Raw data:
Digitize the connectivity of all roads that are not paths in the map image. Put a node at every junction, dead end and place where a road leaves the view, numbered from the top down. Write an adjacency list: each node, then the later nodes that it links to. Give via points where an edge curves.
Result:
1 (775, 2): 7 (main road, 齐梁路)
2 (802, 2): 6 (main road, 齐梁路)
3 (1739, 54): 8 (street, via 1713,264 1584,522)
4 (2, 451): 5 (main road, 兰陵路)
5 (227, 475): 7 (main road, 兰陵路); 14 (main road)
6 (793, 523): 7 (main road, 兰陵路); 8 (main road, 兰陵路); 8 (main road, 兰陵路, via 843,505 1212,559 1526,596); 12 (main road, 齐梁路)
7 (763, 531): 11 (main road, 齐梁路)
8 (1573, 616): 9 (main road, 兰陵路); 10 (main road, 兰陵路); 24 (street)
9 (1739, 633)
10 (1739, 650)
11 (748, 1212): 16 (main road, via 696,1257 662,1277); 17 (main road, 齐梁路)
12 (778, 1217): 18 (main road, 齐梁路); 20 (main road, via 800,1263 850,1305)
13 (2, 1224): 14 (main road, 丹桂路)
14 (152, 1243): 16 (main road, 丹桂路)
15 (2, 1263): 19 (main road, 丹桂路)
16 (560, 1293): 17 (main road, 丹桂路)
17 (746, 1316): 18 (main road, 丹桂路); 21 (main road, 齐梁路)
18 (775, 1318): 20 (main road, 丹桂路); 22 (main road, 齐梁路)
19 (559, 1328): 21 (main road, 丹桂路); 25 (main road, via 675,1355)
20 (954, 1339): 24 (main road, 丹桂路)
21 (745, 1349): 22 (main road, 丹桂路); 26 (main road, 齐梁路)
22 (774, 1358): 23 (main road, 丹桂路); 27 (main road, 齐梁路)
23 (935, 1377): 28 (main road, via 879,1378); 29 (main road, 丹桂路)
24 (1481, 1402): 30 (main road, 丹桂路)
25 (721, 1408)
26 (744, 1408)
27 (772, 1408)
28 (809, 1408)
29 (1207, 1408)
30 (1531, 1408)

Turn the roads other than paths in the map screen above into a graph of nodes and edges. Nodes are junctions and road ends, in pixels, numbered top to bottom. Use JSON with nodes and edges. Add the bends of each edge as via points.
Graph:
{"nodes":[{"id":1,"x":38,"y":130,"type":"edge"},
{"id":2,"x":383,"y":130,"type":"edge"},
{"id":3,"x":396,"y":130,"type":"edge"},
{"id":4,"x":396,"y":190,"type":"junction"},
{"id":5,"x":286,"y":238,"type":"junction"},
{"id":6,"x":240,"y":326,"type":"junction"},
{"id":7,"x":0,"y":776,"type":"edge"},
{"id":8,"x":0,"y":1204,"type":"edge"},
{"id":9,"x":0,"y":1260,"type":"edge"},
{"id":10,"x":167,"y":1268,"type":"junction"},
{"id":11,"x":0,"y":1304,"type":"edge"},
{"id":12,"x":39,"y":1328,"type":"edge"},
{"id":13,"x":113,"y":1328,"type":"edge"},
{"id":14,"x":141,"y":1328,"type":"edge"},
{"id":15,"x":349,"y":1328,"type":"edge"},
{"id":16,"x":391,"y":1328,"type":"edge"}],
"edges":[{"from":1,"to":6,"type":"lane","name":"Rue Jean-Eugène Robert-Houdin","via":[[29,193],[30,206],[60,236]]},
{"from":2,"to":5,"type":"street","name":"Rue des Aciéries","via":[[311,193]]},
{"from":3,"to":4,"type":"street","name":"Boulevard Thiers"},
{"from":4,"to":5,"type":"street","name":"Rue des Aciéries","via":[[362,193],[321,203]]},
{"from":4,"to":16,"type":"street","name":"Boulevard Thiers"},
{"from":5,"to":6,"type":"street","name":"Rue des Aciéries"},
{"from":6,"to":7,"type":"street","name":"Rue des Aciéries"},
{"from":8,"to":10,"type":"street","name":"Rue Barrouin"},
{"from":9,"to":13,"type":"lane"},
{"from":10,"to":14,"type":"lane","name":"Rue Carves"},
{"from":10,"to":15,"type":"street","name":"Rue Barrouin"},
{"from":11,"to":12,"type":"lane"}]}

Work task: An exact restatement of all the entries above is needed.

Result of this exercise:
Digitize the connectivity of all roads that are not paths in the map image. Put a node at every junction, dead end and place where a road leaves the view, numbered from the top down. Write an adjacency list: each node, then the later nodes that it links to. Give via points where an edge curves.
Result:
1 (775, 2): 7 (main road, 齐梁路)
2 (802, 2): 6 (main road, 齐梁路)
3 (1739, 54): 8 (street, via 1713,264 1584,522)
4 (2, 451): 5 (main road, 兰陵路)
5 (227, 475): 7 (main road, 兰陵路); 14 (main road)
6 (793, 523): 7 (main road, 兰陵路); 8 (main road, 兰陵路); 8 (main road, 兰陵路, via 843,505 1212,559 1526,596); 12 (main road, 齐梁路)
7 (763, 531): 11 (main road, 齐梁路)
8 (1573, 616): 9 (main road, 兰陵路); 10 (main road, 兰陵路); 24 (street)
9 (1739, 633)
10 (1739, 650)
11 (748, 1212): 16 (main road, via 696,1257 662,1277); 17 (main road, 齐梁路)
12 (778, 1217): 18 (main road, 齐梁路); 20 (main road, via 800,1263 850,1305)
13 (2, 1224): 14 (main road, 丹桂路)
14 (152, 1243): 16 (main road, 丹桂路)
15 (2, 1263): 19 (main road, 丹桂路)
16 (560, 1293): 17 (main road, 丹桂路)
17 (746, 1316): 18 (main road, 丹桂路); 21 (main road, 齐梁路)
18 (775, 1318): 20 (main road, 丹桂路); 22 (main road, 齐梁路)
19 (559, 1328): 21 (main road, 丹桂路); 25 (main road, via 675,1355)
20 (954, 1339): 24 (main road, 丹桂路)
21 (745, 1349): 22 (main road, 丹桂路); 26 (main road, 齐梁路)
22 (774, 1358): 23 (main road, 丹桂路); 27 (main road, 齐梁路)
23 (935, 1377): 28 (main road, via 879,1378); 29 (main road, 丹桂路)
24 (1481, 1402): 30 (main road, 丹桂路)
25 (721, 1408)
26 (744, 1408)
27 (772, 1408)
28 (809, 1408)
29 (1207, 1408)
30 (1531, 1408)

Turn the roads other than paths in the map screen above into a graph of nodes and edges. Nodes are junctions and road ends, in pixels, numbered top to bottom. Use JSON with nodes and edges. Add the bends of each edge as via points.
Graph:
{"nodes":[{"id":1,"x":38,"y":130,"type":"edge"},
{"id":2,"x":383,"y":130,"type":"edge"},
{"id":3,"x":396,"y":130,"type":"edge"},
{"id":4,"x":396,"y":190,"type":"junction"},
{"id":5,"x":286,"y":238,"type":"junction"},
{"id":6,"x":240,"y":326,"type":"junction"},
{"id":7,"x":0,"y":776,"type":"edge"},
{"id":8,"x":0,"y":1204,"type":"edge"},
{"id":9,"x":0,"y":1260,"type":"edge"},
{"id":10,"x":167,"y":1268,"type":"junction"},
{"id":11,"x":0,"y":1304,"type":"edge"},
{"id":12,"x":39,"y":1328,"type":"edge"},
{"id":13,"x":113,"y":1328,"type":"edge"},
{"id":14,"x":141,"y":1328,"type":"edge"},
{"id":15,"x":349,"y":1328,"type":"edge"},
{"id":16,"x":391,"y":1328,"type":"edge"}],
"edges":[{"from":1,"to":6,"type":"lane","name":"Rue Jean-Eugène Robert-Houdin","via":[[29,193],[30,206],[60,236]]},
{"from":2,"to":5,"type":"street","name":"Rue des Aciéries","via":[[311,193]]},
{"from":3,"to":4,"type":"street","name":"Boulevard Thiers"},
{"from":4,"to":5,"type":"street","name":"Rue des Aciéries","via":[[362,193],[321,203]]},
{"from":4,"to":16,"type":"street","name":"Boulevard Thiers"},
{"from":5,"to":6,"type":"street","name":"Rue des Aciéries"},
{"from":6,"to":7,"type":"street","name":"Rue des Aciéries"},
{"from":8,"to":10,"type":"street","name":"Rue Barrouin"},
{"from":9,"to":13,"type":"lane"},
{"from":10,"to":14,"type":"lane","name":"Rue Carves"},
{"from":10,"to":15,"type":"street","name":"Rue Barrouin"},
{"from":11,"to":12,"type":"lane"}]}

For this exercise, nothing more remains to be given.